(Stored data entries)
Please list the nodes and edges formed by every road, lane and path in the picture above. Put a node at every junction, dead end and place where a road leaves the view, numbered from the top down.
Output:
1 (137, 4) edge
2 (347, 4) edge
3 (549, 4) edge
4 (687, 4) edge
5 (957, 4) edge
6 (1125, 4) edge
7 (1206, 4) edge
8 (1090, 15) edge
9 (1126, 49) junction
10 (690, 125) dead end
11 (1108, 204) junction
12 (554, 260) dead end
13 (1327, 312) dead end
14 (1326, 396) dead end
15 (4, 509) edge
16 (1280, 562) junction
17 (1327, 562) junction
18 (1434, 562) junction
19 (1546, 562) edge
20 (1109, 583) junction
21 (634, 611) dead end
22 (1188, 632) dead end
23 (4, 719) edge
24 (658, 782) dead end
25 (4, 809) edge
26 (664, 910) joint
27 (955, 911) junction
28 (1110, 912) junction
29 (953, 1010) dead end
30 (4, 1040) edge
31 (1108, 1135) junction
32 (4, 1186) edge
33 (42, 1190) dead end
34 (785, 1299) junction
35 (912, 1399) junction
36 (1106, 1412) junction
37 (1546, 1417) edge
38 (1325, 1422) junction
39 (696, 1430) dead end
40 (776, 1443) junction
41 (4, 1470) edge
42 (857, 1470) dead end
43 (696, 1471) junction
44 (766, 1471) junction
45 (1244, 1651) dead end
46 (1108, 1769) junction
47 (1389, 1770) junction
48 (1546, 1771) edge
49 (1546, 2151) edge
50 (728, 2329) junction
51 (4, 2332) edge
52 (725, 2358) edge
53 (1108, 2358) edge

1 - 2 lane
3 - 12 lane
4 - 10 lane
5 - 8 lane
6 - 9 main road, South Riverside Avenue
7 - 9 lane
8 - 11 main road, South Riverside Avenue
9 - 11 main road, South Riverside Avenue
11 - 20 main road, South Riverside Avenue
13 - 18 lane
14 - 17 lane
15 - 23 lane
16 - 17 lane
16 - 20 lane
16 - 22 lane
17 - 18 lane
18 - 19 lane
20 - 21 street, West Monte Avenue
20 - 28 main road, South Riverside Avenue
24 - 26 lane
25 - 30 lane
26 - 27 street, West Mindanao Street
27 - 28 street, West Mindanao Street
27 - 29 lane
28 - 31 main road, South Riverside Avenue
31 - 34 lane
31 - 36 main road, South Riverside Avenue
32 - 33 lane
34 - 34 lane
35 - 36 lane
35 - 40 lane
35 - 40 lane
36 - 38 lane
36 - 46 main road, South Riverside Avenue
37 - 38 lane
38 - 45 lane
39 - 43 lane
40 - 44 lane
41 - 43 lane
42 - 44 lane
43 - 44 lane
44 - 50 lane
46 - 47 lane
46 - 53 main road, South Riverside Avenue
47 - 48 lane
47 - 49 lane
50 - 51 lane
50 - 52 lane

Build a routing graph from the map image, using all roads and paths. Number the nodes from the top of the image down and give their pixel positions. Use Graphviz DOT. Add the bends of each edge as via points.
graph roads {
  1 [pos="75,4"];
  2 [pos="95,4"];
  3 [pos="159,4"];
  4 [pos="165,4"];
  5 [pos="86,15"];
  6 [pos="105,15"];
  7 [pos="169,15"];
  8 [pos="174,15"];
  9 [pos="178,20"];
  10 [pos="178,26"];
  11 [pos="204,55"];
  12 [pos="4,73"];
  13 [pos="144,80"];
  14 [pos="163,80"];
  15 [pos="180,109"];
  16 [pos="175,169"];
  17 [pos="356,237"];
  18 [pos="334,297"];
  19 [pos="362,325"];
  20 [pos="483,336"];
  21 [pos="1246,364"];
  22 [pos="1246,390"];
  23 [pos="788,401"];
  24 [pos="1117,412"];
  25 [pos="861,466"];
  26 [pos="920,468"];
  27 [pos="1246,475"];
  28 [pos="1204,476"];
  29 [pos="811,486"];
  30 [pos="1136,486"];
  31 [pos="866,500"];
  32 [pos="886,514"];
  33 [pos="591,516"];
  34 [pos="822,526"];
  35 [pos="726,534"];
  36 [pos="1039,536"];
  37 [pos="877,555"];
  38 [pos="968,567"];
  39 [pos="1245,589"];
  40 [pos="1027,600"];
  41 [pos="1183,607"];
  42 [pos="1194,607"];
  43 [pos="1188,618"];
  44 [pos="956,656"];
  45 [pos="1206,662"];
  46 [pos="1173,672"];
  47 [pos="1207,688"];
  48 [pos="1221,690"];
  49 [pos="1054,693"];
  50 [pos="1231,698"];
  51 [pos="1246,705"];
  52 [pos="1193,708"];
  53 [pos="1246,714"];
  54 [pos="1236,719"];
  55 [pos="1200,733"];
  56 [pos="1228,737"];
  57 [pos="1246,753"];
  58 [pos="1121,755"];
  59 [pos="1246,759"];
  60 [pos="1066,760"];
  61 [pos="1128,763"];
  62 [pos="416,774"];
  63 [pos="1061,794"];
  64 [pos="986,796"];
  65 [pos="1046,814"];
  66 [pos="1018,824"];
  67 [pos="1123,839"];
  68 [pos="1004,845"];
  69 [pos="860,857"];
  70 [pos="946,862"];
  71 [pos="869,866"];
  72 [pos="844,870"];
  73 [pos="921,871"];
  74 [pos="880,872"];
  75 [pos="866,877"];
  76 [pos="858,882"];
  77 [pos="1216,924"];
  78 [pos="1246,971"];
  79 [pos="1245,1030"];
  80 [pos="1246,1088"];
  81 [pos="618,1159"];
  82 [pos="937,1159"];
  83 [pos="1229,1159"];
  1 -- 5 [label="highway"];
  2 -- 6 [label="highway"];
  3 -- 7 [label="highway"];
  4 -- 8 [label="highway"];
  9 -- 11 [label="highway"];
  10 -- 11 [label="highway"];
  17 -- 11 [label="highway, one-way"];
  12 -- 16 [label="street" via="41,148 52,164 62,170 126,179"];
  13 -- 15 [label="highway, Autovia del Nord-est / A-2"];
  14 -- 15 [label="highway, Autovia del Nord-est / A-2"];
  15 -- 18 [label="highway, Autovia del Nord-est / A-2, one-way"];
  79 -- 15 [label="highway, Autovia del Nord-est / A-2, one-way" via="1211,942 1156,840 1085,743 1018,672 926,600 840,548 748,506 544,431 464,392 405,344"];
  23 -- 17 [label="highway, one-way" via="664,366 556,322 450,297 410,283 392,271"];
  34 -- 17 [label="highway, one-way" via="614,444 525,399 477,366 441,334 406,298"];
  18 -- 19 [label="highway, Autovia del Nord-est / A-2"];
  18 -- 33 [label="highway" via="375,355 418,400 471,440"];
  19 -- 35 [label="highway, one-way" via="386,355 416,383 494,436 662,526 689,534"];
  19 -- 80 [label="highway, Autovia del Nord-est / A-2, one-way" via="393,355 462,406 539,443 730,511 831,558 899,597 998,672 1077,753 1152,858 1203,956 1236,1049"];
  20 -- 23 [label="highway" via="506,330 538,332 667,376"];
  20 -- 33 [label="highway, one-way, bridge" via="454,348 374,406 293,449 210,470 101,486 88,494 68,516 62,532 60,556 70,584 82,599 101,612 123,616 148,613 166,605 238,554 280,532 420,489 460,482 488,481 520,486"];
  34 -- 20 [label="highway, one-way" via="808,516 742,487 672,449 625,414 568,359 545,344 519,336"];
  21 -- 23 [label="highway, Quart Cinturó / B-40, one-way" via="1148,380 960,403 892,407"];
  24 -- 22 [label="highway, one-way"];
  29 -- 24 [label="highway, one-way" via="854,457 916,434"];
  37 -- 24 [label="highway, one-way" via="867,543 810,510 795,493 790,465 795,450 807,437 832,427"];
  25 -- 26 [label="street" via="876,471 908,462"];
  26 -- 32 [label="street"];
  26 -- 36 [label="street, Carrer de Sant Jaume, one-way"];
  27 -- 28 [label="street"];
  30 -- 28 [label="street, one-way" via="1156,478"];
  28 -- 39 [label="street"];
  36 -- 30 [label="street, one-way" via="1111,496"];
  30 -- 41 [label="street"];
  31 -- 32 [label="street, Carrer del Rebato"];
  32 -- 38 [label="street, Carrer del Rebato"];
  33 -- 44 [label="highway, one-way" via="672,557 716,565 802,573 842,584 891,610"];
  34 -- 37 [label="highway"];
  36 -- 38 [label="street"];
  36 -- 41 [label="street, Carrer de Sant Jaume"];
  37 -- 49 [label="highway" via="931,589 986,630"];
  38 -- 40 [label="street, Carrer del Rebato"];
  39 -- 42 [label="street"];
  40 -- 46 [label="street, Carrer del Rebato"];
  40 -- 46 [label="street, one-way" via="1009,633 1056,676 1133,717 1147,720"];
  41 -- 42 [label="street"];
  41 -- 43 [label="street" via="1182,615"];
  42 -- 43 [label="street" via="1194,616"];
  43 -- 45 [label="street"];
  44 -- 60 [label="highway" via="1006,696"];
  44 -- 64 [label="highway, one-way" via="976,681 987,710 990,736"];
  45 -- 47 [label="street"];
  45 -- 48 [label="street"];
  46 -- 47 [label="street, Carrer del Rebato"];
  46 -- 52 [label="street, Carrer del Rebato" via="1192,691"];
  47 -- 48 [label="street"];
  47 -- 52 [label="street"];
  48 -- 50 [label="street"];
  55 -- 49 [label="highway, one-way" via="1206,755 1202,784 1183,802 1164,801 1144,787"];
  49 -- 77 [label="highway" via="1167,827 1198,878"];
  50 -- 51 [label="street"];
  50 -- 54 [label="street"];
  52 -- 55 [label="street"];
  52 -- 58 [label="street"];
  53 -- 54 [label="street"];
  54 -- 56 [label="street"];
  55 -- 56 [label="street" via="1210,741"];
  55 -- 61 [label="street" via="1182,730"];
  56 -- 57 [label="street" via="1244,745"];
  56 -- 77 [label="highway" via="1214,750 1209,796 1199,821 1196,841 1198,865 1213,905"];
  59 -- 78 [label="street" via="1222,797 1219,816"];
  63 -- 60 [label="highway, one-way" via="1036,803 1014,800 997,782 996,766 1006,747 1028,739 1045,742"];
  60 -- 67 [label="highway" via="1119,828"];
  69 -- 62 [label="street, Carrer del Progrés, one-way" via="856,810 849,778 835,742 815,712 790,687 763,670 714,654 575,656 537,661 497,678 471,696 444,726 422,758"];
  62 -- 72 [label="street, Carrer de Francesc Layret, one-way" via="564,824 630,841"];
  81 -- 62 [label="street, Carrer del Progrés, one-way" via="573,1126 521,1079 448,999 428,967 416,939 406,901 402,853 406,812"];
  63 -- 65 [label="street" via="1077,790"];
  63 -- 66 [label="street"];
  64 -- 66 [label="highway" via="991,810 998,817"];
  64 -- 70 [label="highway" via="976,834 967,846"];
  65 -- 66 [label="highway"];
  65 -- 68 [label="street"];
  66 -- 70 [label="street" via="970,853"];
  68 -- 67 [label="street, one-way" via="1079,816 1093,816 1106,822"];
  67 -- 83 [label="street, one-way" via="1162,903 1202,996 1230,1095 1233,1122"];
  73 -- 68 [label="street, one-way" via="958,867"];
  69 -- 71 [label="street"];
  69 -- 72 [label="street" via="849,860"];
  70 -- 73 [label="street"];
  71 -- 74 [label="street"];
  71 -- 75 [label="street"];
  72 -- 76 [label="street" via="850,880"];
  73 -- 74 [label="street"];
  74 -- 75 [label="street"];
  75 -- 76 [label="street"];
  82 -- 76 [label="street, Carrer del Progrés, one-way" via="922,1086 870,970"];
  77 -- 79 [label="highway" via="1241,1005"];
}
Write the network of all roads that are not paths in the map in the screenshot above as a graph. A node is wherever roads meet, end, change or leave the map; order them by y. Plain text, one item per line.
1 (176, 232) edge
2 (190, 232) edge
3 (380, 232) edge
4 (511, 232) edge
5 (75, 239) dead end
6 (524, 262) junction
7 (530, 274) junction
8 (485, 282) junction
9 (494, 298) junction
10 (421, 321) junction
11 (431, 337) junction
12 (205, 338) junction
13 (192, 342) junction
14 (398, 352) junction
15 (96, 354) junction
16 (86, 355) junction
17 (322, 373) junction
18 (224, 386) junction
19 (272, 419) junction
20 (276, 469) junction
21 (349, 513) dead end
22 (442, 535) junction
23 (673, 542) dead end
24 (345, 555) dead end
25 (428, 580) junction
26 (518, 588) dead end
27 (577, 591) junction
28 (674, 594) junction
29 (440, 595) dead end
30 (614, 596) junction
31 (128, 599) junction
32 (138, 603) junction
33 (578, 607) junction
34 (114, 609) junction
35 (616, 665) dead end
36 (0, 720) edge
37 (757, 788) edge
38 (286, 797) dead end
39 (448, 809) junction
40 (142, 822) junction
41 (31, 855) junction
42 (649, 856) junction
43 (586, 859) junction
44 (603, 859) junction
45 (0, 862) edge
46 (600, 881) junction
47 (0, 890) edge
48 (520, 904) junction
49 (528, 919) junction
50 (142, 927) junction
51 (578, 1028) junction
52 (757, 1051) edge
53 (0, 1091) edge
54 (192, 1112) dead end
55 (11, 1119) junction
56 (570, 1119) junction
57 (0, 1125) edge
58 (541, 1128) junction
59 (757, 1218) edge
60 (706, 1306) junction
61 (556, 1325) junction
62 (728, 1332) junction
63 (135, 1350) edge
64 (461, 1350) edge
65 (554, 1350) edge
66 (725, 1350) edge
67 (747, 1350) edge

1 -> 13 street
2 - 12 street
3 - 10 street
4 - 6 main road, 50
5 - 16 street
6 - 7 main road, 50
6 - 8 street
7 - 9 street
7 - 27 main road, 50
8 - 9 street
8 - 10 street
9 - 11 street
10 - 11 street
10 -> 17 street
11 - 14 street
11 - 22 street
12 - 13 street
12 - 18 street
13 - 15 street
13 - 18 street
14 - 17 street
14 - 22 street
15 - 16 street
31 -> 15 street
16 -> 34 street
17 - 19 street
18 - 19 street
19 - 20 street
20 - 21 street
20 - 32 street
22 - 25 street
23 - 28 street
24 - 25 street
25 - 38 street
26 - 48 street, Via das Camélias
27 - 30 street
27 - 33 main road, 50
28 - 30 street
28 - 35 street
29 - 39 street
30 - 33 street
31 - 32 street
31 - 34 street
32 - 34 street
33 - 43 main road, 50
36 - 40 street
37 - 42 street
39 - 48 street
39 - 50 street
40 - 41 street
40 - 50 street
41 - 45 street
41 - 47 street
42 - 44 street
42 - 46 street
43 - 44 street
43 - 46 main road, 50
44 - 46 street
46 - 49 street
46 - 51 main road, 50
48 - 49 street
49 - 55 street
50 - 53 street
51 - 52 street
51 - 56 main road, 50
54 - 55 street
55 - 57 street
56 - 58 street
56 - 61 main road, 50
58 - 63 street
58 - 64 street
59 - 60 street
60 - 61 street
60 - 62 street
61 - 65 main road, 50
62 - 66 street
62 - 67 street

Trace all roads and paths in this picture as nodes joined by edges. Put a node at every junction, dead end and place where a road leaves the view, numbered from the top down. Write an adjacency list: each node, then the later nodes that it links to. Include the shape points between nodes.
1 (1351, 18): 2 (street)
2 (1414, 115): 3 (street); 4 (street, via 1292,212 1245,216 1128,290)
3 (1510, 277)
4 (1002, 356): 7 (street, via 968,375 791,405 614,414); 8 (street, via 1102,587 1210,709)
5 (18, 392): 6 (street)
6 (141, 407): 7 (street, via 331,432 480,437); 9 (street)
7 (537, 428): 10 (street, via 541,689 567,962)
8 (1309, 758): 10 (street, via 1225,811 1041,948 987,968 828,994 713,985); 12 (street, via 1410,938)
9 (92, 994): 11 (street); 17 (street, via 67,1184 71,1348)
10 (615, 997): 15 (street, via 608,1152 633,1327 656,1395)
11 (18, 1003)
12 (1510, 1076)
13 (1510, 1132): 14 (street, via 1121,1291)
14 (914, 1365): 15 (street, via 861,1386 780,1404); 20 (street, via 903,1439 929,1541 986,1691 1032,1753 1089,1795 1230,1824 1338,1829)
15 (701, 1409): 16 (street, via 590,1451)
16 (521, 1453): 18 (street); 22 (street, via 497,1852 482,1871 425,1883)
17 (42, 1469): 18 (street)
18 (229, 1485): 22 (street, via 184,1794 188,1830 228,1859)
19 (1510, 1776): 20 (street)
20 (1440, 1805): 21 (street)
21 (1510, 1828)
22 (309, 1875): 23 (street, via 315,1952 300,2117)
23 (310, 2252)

Work instructions
What is the number of lines in these records that contain "every"? Reply with the number only.

Task response
2